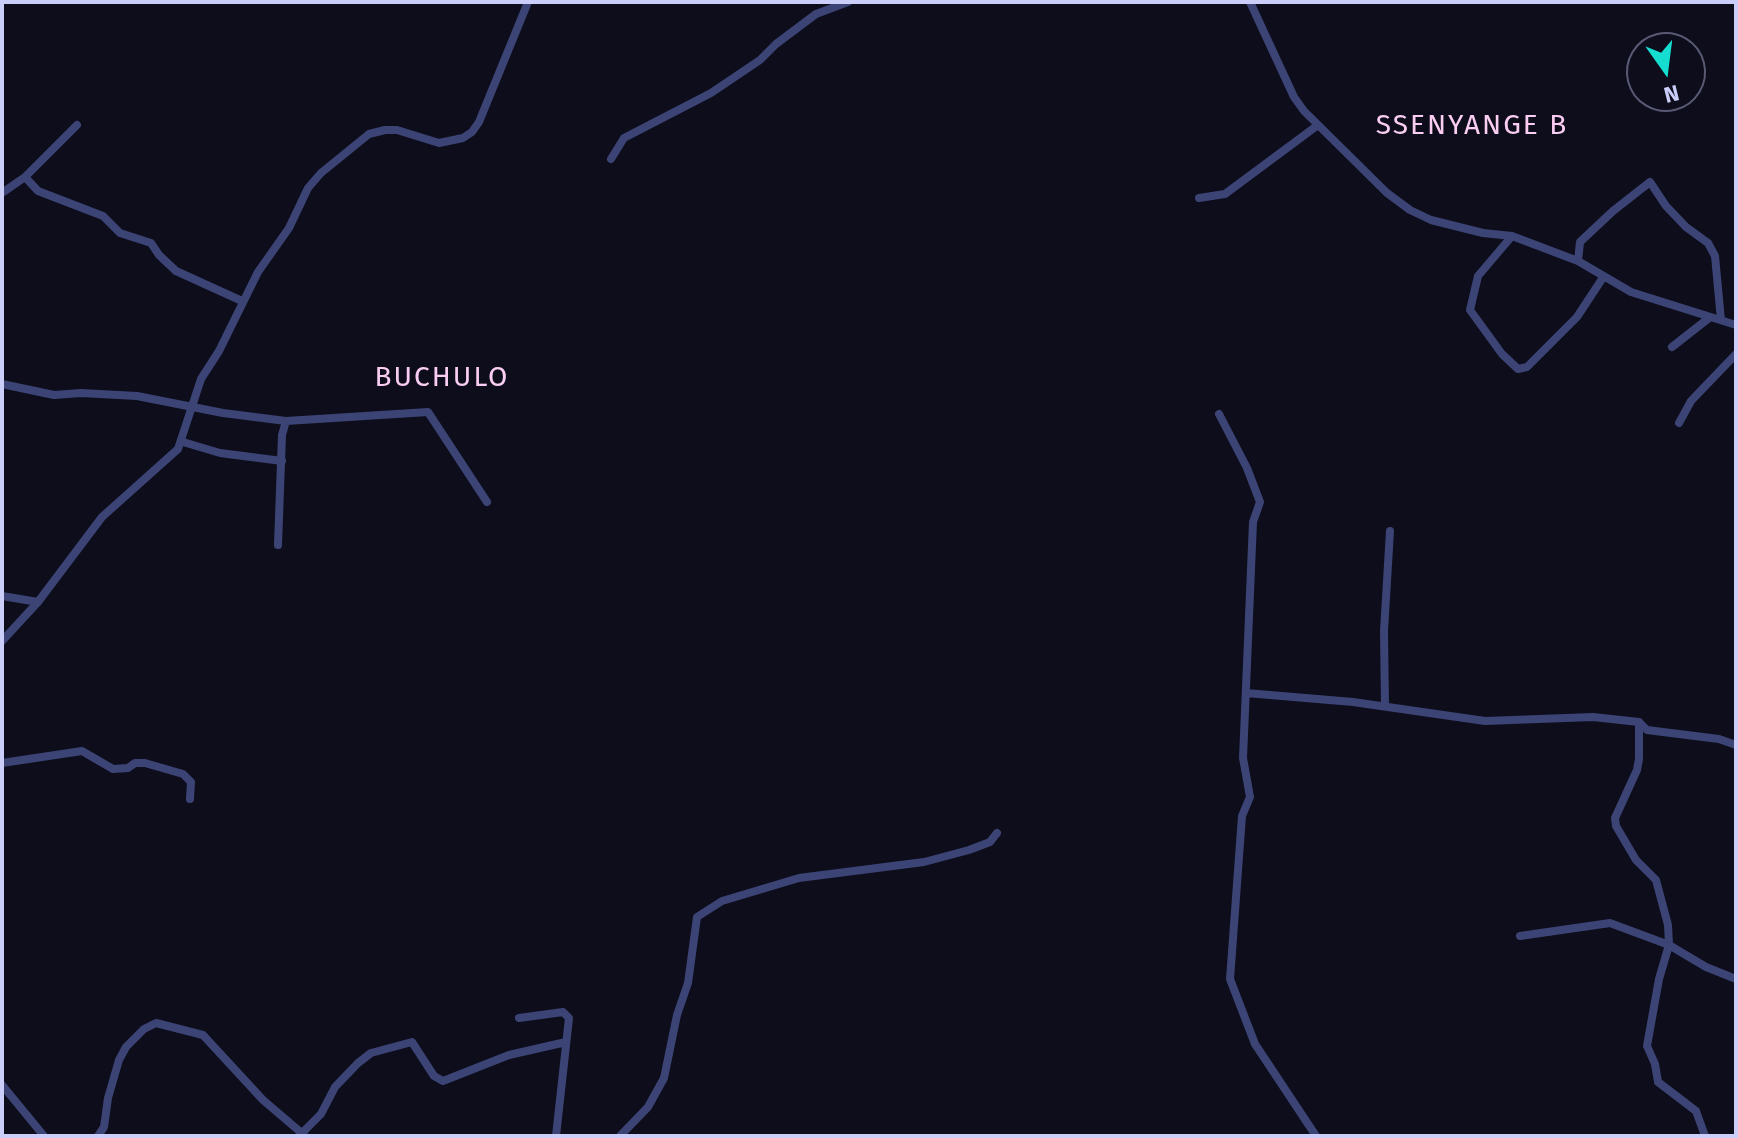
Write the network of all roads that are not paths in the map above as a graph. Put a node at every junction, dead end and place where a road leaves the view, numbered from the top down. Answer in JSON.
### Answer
{"nodes":[{"id":1,"x":528,"y":2,"type":"edge"},
{"id":2,"x":848,"y":2,"type":"edge"},
{"id":3,"x":1250,"y":2,"type":"edge"},
{"id":4,"x":77,"y":125,"type":"dead end"},
{"id":5,"x":1318,"y":125,"type":"junction"},
{"id":6,"x":611,"y":159,"type":"dead end"},
{"id":7,"x":25,"y":177,"type":"junction"},
{"id":8,"x":2,"y":193,"type":"edge"},
{"id":9,"x":1199,"y":198,"type":"dead end"},
{"id":10,"x":1512,"y":236,"type":"junction"},
{"id":11,"x":1578,"y":261,"type":"junction"},
{"id":12,"x":1604,"y":276,"type":"junction"},
{"id":13,"x":242,"y":301,"type":"junction"},
{"id":14,"x":1709,"y":318,"type":"junction"},
{"id":15,"x":1721,"y":320,"type":"junction"},
{"id":16,"x":1736,"y":325,"type":"edge"},
{"id":17,"x":1672,"y":347,"type":"dead end"},
{"id":18,"x":1736,"y":354,"type":"edge"},
{"id":19,"x":2,"y":384,"type":"edge"},
{"id":20,"x":191,"y":406,"type":"junction"},
{"id":21,"x":1219,"y":414,"type":"dead end"},
{"id":22,"x":286,"y":421,"type":"junction"},
{"id":23,"x":1679,"y":423,"type":"dead end"},
{"id":24,"x":183,"y":442,"type":"junction"},
{"id":25,"x":282,"y":461,"type":"junction"},
{"id":26,"x":487,"y":502,"type":"dead end"},
{"id":27,"x":1390,"y":531,"type":"dead end"},
{"id":28,"x":278,"y":545,"type":"dead end"},
{"id":29,"x":2,"y":596,"type":"edge"},
{"id":30,"x":38,"y":602,"type":"junction"},
{"id":31,"x":2,"y":641,"type":"edge"},
{"id":32,"x":1246,"y":693,"type":"junction"},
{"id":33,"x":1385,"y":706,"type":"junction"},
{"id":34,"x":1639,"y":722,"type":"junction"},
{"id":35,"x":1736,"y":745,"type":"edge"},
{"id":36,"x":2,"y":763,"type":"edge"},
{"id":37,"x":190,"y":799,"type":"dead end"},
{"id":38,"x":997,"y":833,"type":"dead end"},
{"id":39,"x":1520,"y":936,"type":"dead end"},
{"id":40,"x":1669,"y":945,"type":"junction"},
{"id":41,"x":1736,"y":979,"type":"edge"},
{"id":42,"x":519,"y":1018,"type":"dead end"},
{"id":43,"x":566,"y":1042,"type":"junction"},
{"id":44,"x":2,"y":1085,"type":"edge"},
{"id":45,"x":102,"y":1134,"type":"edge"},
{"id":46,"x":302,"y":1135,"type":"edge"},
{"id":47,"x":44,"y":1136,"type":"edge"},
{"id":48,"x":556,"y":1136,"type":"edge"},
{"id":49,"x":620,"y":1136,"type":"edge"},
{"id":50,"x":1316,"y":1136,"type":"edge"},
{"id":51,"x":1705,"y":1136,"type":"edge"}],
"edges":[{"from":1,"to":13,"type":"street"},
{"from":2,"to":6,"type":"street"},
{"from":3,"to":5,"type":"street"},
{"from":4,"to":7,"type":"street"},
{"from":5,"to":9,"type":"street"},
{"from":5,"to":10,"type":"street"},
{"from":7,"to":8,"type":"street"},
{"from":7,"to":13,"type":"street"},
{"from":10,"to":11,"type":"street"},
{"from":10,"to":12,"type":"street"},
{"from":11,"to":12,"type":"street"},
{"from":11,"to":15,"type":"street"},
{"from":12,"to":14,"type":"street"},
{"from":13,"to":20,"type":"street"},
{"from":14,"to":15,"type":"street"},
{"from":14,"to":17,"type":"street"},
{"from":15,"to":16,"type":"street"},
{"from":18,"to":23,"type":"street"},
{"from":19,"to":20,"type":"street"},
{"from":20,"to":22,"type":"street"},
{"from":20,"to":24,"type":"street"},
{"from":21,"to":32,"type":"street"},
{"from":22,"to":25,"type":"street"},
{"from":22,"to":26,"type":"street"},
{"from":24,"to":25,"type":"street"},
{"from":24,"to":30,"type":"street"},
{"from":25,"to":28,"type":"street"},
{"from":27,"to":33,"type":"street"},
{"from":29,"to":30,"type":"street"},
{"from":30,"to":31,"type":"street"},
{"from":32,"to":33,"type":"street"},
{"from":32,"to":50,"type":"street"},
{"from":33,"to":34,"type":"street"},
{"from":34,"to":35,"type":"street"},
{"from":34,"to":40,"type":"street"},
{"from":36,"to":37,"type":"street"},
{"from":38,"to":49,"type":"street"},
{"from":39,"to":40,"type":"street"},
{"from":40,"to":41,"type":"street"},
{"from":40,"to":51,"type":"street"},
{"from":42,"to":43,"type":"street"},
{"from":43,"to":46,"type":"street"},
{"from":43,"to":48,"type":"street"},
{"from":44,"to":47,"type":"street"},
{"from":45,"to":46,"type":"street"}]}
-----
* **Exercise instructions**
Pictures aside, return all the entries above exactly.

* **Result**
Write the network of all roads that are not paths in the map above as a graph. Put a node at every junction, dead end and place where a road leaves the view, numbered from the top down. Answer in JSON.
### Answer
{"nodes":[{"id":1,"x":528,"y":2,"type":"edge"},
{"id":2,"x":848,"y":2,"type":"edge"},
{"id":3,"x":1250,"y":2,"type":"edge"},
{"id":4,"x":77,"y":125,"type":"dead end"},
{"id":5,"x":1318,"y":125,"type":"junction"},
{"id":6,"x":611,"y":159,"type":"dead end"},
{"id":7,"x":25,"y":177,"type":"junction"},
{"id":8,"x":2,"y":193,"type":"edge"},
{"id":9,"x":1199,"y":198,"type":"dead end"},
{"id":10,"x":1512,"y":236,"type":"junction"},
{"id":11,"x":1578,"y":261,"type":"junction"},
{"id":12,"x":1604,"y":276,"type":"junction"},
{"id":13,"x":242,"y":301,"type":"junction"},
{"id":14,"x":1709,"y":318,"type":"junction"},
{"id":15,"x":1721,"y":320,"type":"junction"},
{"id":16,"x":1736,"y":325,"type":"edge"},
{"id":17,"x":1672,"y":347,"type":"dead end"},
{"id":18,"x":1736,"y":354,"type":"edge"},
{"id":19,"x":2,"y":384,"type":"edge"},
{"id":20,"x":191,"y":406,"type":"junction"},
{"id":21,"x":1219,"y":414,"type":"dead end"},
{"id":22,"x":286,"y":421,"type":"junction"},
{"id":23,"x":1679,"y":423,"type":"dead end"},
{"id":24,"x":183,"y":442,"type":"junction"},
{"id":25,"x":282,"y":461,"type":"junction"},
{"id":26,"x":487,"y":502,"type":"dead end"},
{"id":27,"x":1390,"y":531,"type":"dead end"},
{"id":28,"x":278,"y":545,"type":"dead end"},
{"id":29,"x":2,"y":596,"type":"edge"},
{"id":30,"x":38,"y":602,"type":"junction"},
{"id":31,"x":2,"y":641,"type":"edge"},
{"id":32,"x":1246,"y":693,"type":"junction"},
{"id":33,"x":1385,"y":706,"type":"junction"},
{"id":34,"x":1639,"y":722,"type":"junction"},
{"id":35,"x":1736,"y":745,"type":"edge"},
{"id":36,"x":2,"y":763,"type":"edge"},
{"id":37,"x":190,"y":799,"type":"dead end"},
{"id":38,"x":997,"y":833,"type":"dead end"},
{"id":39,"x":1520,"y":936,"type":"dead end"},
{"id":40,"x":1669,"y":945,"type":"junction"},
{"id":41,"x":1736,"y":979,"type":"edge"},
{"id":42,"x":519,"y":1018,"type":"dead end"},
{"id":43,"x":566,"y":1042,"type":"junction"},
{"id":44,"x":2,"y":1085,"type":"edge"},
{"id":45,"x":102,"y":1134,"type":"edge"},
{"id":46,"x":302,"y":1135,"type":"edge"},
{"id":47,"x":44,"y":1136,"type":"edge"},
{"id":48,"x":556,"y":1136,"type":"edge"},
{"id":49,"x":620,"y":1136,"type":"edge"},
{"id":50,"x":1316,"y":1136,"type":"edge"},
{"id":51,"x":1705,"y":1136,"type":"edge"}],
"edges":[{"from":1,"to":13,"type":"street"},
{"from":2,"to":6,"type":"street"},
{"from":3,"to":5,"type":"street"},
{"from":4,"to":7,"type":"street"},
{"from":5,"to":9,"type":"street"},
{"from":5,"to":10,"type":"street"},
{"from":7,"to":8,"type":"street"},
{"from":7,"to":13,"type":"street"},
{"from":10,"to":11,"type":"street"},
{"from":10,"to":12,"type":"street"},
{"from":11,"to":12,"type":"street"},
{"from":11,"to":15,"type":"street"},
{"from":12,"to":14,"type":"street"},
{"from":13,"to":20,"type":"street"},
{"from":14,"to":15,"type":"street"},
{"from":14,"to":17,"type":"street"},
{"from":15,"to":16,"type":"street"},
{"from":18,"to":23,"type":"street"},
{"from":19,"to":20,"type":"street"},
{"from":20,"to":22,"type":"street"},
{"from":20,"to":24,"type":"street"},
{"from":21,"to":32,"type":"street"},
{"from":22,"to":25,"type":"street"},
{"from":22,"to":26,"type":"street"},
{"from":24,"to":25,"type":"street"},
{"from":24,"to":30,"type":"street"},
{"from":25,"to":28,"type":"street"},
{"from":27,"to":33,"type":"street"},
{"from":29,"to":30,"type":"street"},
{"from":30,"to":31,"type":"street"},
{"from":32,"to":33,"type":"street"},
{"from":32,"to":50,"type":"street"},
{"from":33,"to":34,"type":"street"},
{"from":34,"to":35,"type":"street"},
{"from":34,"to":40,"type":"street"},
{"from":36,"to":37,"type":"street"},
{"from":38,"to":49,"type":"street"},
{"from":39,"to":40,"type":"street"},
{"from":40,"to":41,"type":"street"},
{"from":40,"to":51,"type":"street"},
{"from":42,"to":43,"type":"street"},
{"from":43,"to":46,"type":"street"},
{"from":43,"to":48,"type":"street"},
{"from":44,"to":47,"type":"street"},
{"from":45,"to":46,"type":"street"}]}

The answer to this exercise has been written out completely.